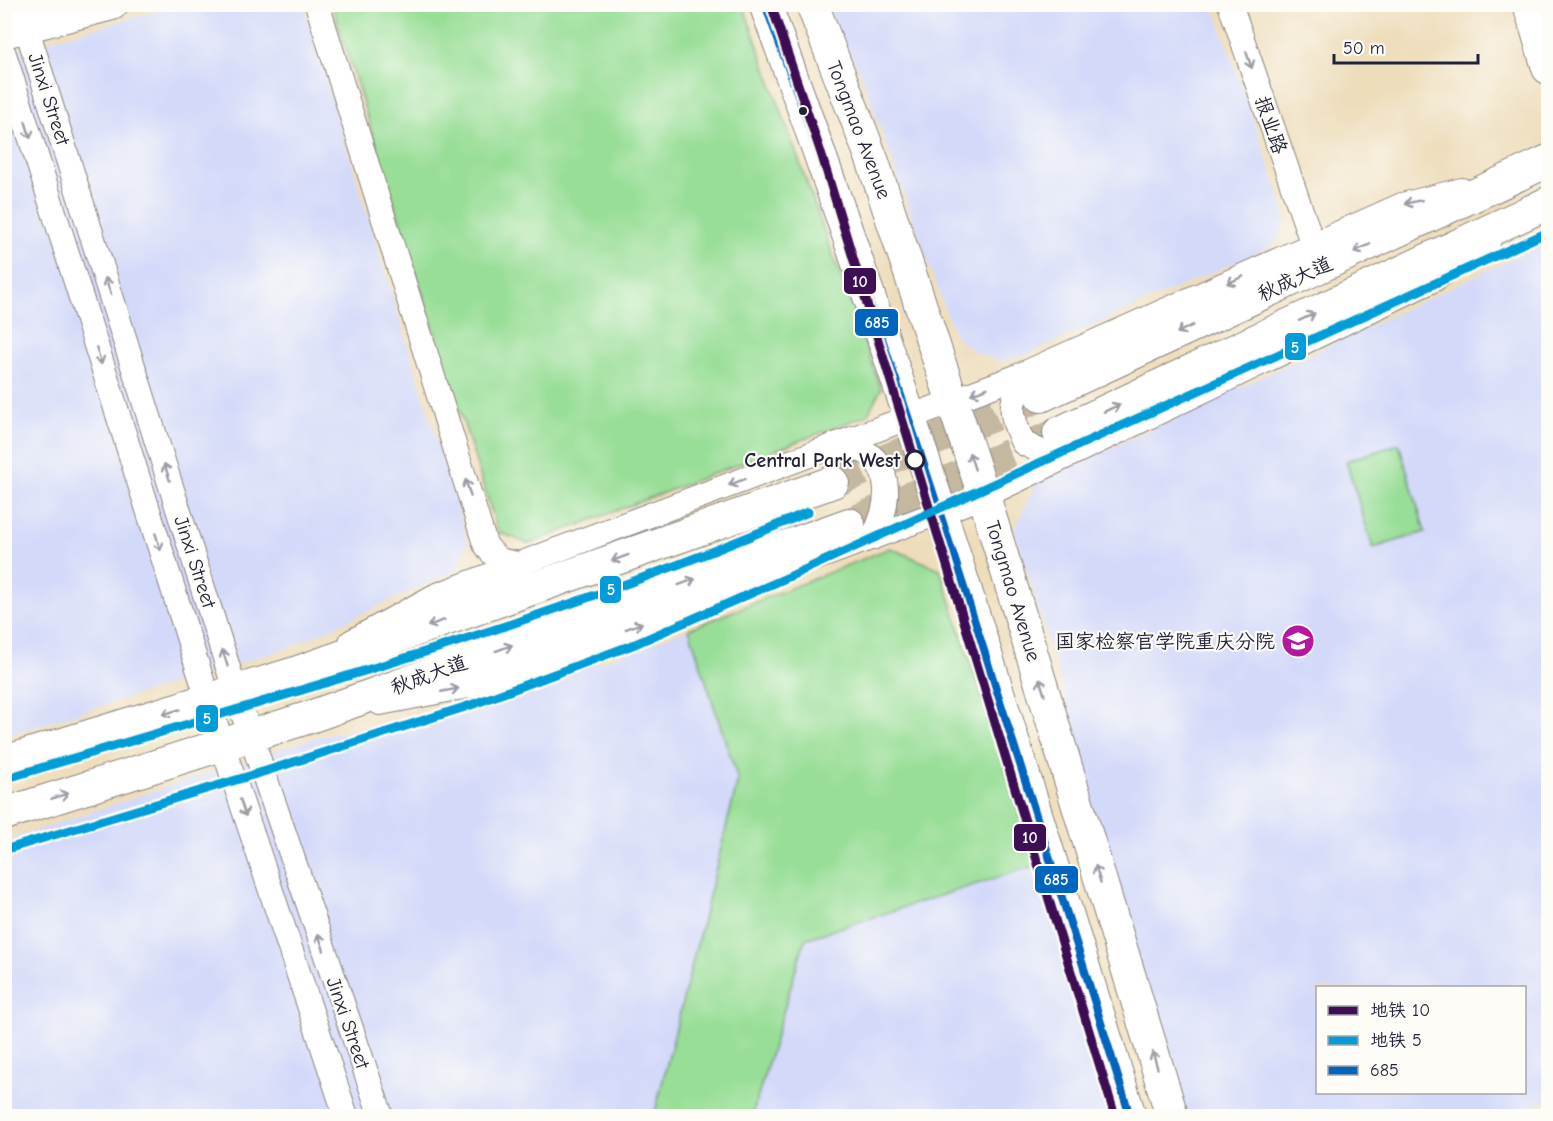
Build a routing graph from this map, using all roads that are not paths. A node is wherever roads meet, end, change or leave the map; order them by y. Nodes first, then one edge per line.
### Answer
1 (112, 4) edge
2 (317, 4) edge
3 (765, 4) edge
4 (812, 4) edge
5 (1230, 4) edge
6 (1528, 4) edge
7 (17, 21) edge
8 (4, 54) edge
9 (1548, 68) edge
10 (1548, 161) edge
11 (1511, 179) junction
12 (1548, 204) edge
13 (1313, 245) junction
14 (1038, 383) junction
15 (952, 401) junction
16 (910, 416) junction
17 (838, 444) junction
18 (1064, 444) junction
19 (833, 482) tunnel mouth
20 (984, 496) junction
21 (942, 512) junction
22 (861, 531) junction
23 (522, 564) junction
24 (295, 674) junction
25 (222, 697) junction
26 (236, 740) junction
27 (4, 762) edge
28 (4, 814) edge
29 (378, 1115) edge
30 (345, 1116) edge
31 (1130, 1116) edge
32 (1172, 1116) edge

1 - 7 main road
23 -> 2 street
3 - 16 main road
4 - 15 main road, Tongmao Avenue
5 -> 13 street, 报业路
6 - 9 main road
25 -> 7 street, Jinxi Street
8 -> 25 street, Jinxi Street
10 - 11 main road, 秋成大道
11 -> 13 street
11 -> 14 main road, 秋成大道
18 -> 12 main road, 秋成大道
13 -> 14 street
14 -> 15 street
14 - 18 street
15 - 16 street
20 -> 15 main road, Tongmao Avenue
16 - 17 street
16 - 21 main road
17 - 22 street
17 -> 23 street
18 - 20 street
19 -> 24 main road
20 - 21 street
32 -> 20 main road, Tongmao Avenue
21 - 22 street
21 - 31 main road
26 -> 22 main road, 秋成大道
23 - 24 street
24 - 25 main road
25 - 26 street, Jinxi Street
25 -> 27 main road
28 -> 26 main road, 秋成大道
29 -> 26 street, Jinxi Street
26 -> 30 street, Jinxi Street

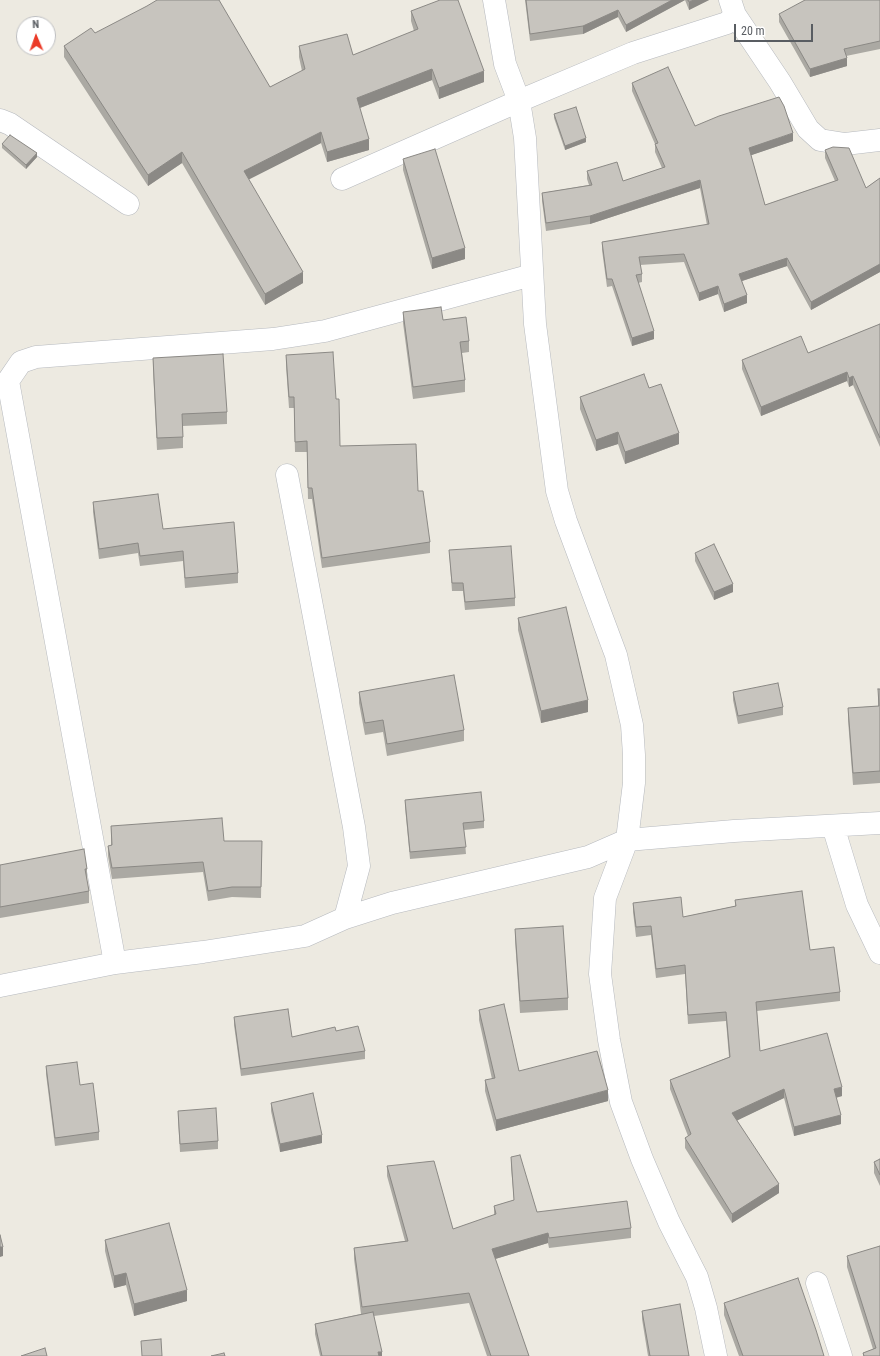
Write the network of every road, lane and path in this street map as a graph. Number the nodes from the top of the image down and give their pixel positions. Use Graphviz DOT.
graph roads {
  1 [pos="494,0"];
  2 [pos="733,8"];
  3 [pos="519,101"];
  4 [pos="0,120"];
  5 [pos="880,140"];
  6 [pos="342,178"];
  7 [pos="128,204"];
  8 [pos="532,274"];
  9 [pos="288,475"];
  10 [pos="880,823"];
  11 [pos="833,826"];
  12 [pos="627,840"];
  13 [pos="345,918"];
  14 [pos="880,953"];
  15 [pos="115,963"];
  16 [pos="0,986"];
  17 [pos="818,1283"];
  18 [pos="716,1356"];
  19 [pos="841,1356"];
  1 -- 3 [label="street"];
  2 -- 3 [label="street"];
  2 -- 5 [label="street"];
  3 -- 6 [label="street"];
  3 -- 8 [label="street"];
  4 -- 7 [label="street"];
  8 -- 12 [label="street"];
  8 -- 15 [label="street"];
  9 -- 13 [label="street"];
  10 -- 11 [label="street"];
  11 -- 12 [label="street"];
  11 -- 14 [label="street"];
  12 -- 13 [label="street"];
  12 -- 18 [label="street"];
  13 -- 15 [label="street"];
  15 -- 16 [label="street"];
  17 -- 19 [label="street"];
}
....
→ Task instructions
Print the material exactly as given, but not the pictures.

→ Solved exercise
Build a routing graph from this map, using all roads that are not paths. A node is wherever roads meet, end, change or leave the map; order them by y. Nodes first, then one edge per line.
### Answer
1 (112, 4) edge
2 (317, 4) edge
3 (765, 4) edge
4 (812, 4) edge
5 (1230, 4) edge
6 (1528, 4) edge
7 (17, 21) edge
8 (4, 54) edge
9 (1548, 68) edge
10 (1548, 161) edge
11 (1511, 179) junction
12 (1548, 204) edge
13 (1313, 245) junction
14 (1038, 383) junction
15 (952, 401) junction
16 (910, 416) junction
17 (838, 444) junction
18 (1064, 444) junction
19 (833, 482) tunnel mouth
20 (984, 496) junction
21 (942, 512) junction
22 (861, 531) junction
23 (522, 564) junction
24 (295, 674) junction
25 (222, 697) junction
26 (236, 740) junction
27 (4, 762) edge
28 (4, 814) edge
29 (378, 1115) edge
30 (345, 1116) edge
31 (1130, 1116) edge
32 (1172, 1116) edge

1 - 7 main road
23 -> 2 street
3 - 16 main road
4 - 15 main road, Tongmao Avenue
5 -> 13 street, 报业路
6 - 9 main road
25 -> 7 street, Jinxi Street
8 -> 25 street, Jinxi Street
10 - 11 main road, 秋成大道
11 -> 13 street
11 -> 14 main road, 秋成大道
18 -> 12 main road, 秋成大道
13 -> 14 street
14 -> 15 street
14 - 18 street
15 - 16 street
20 -> 15 main road, Tongmao Avenue
16 - 17 street
16 - 21 main road
17 - 22 street
17 -> 23 street
18 - 20 street
19 -> 24 main road
20 - 21 street
32 -> 20 main road, Tongmao Avenue
21 - 22 street
21 - 31 main road
26 -> 22 main road, 秋成大道
23 - 24 street
24 - 25 main road
25 - 26 street, Jinxi Street
25 -> 27 main road
28 -> 26 main road, 秋成大道
29 -> 26 street, Jinxi Street
26 -> 30 street, Jinxi Street

Write the network of every road, lane and path in this street map as a graph. Number the nodes from the top of the image down and give their pixel positions. Use Graphviz DOT.
graph roads {
  1 [pos="494,0"];
  2 [pos="733,8"];
  3 [pos="519,101"];
  4 [pos="0,120"];
  5 [pos="880,140"];
  6 [pos="342,178"];
  7 [pos="128,204"];
  8 [pos="532,274"];
  9 [pos="288,475"];
  10 [pos="880,823"];
  11 [pos="833,826"];
  12 [pos="627,840"];
  13 [pos="345,918"];
  14 [pos="880,953"];
  15 [pos="115,963"];
  16 [pos="0,986"];
  17 [pos="818,1283"];
  18 [pos="716,1356"];
  19 [pos="841,1356"];
  1 -- 3 [label="street"];
  2 -- 3 [label="street"];
  2 -- 5 [label="street"];
  3 -- 6 [label="street"];
  3 -- 8 [label="street"];
  4 -- 7 [label="street"];
  8 -- 12 [label="street"];
  8 -- 15 [label="street"];
  9 -- 13 [label="street"];
  10 -- 11 [label="street"];
  11 -- 12 [label="street"];
  11 -- 14 [label="street"];
  12 -- 13 [label="street"];
  12 -- 18 [label="street"];
  13 -- 15 [label="street"];
  15 -- 16 [label="street"];
  17 -- 19 [label="street"];
}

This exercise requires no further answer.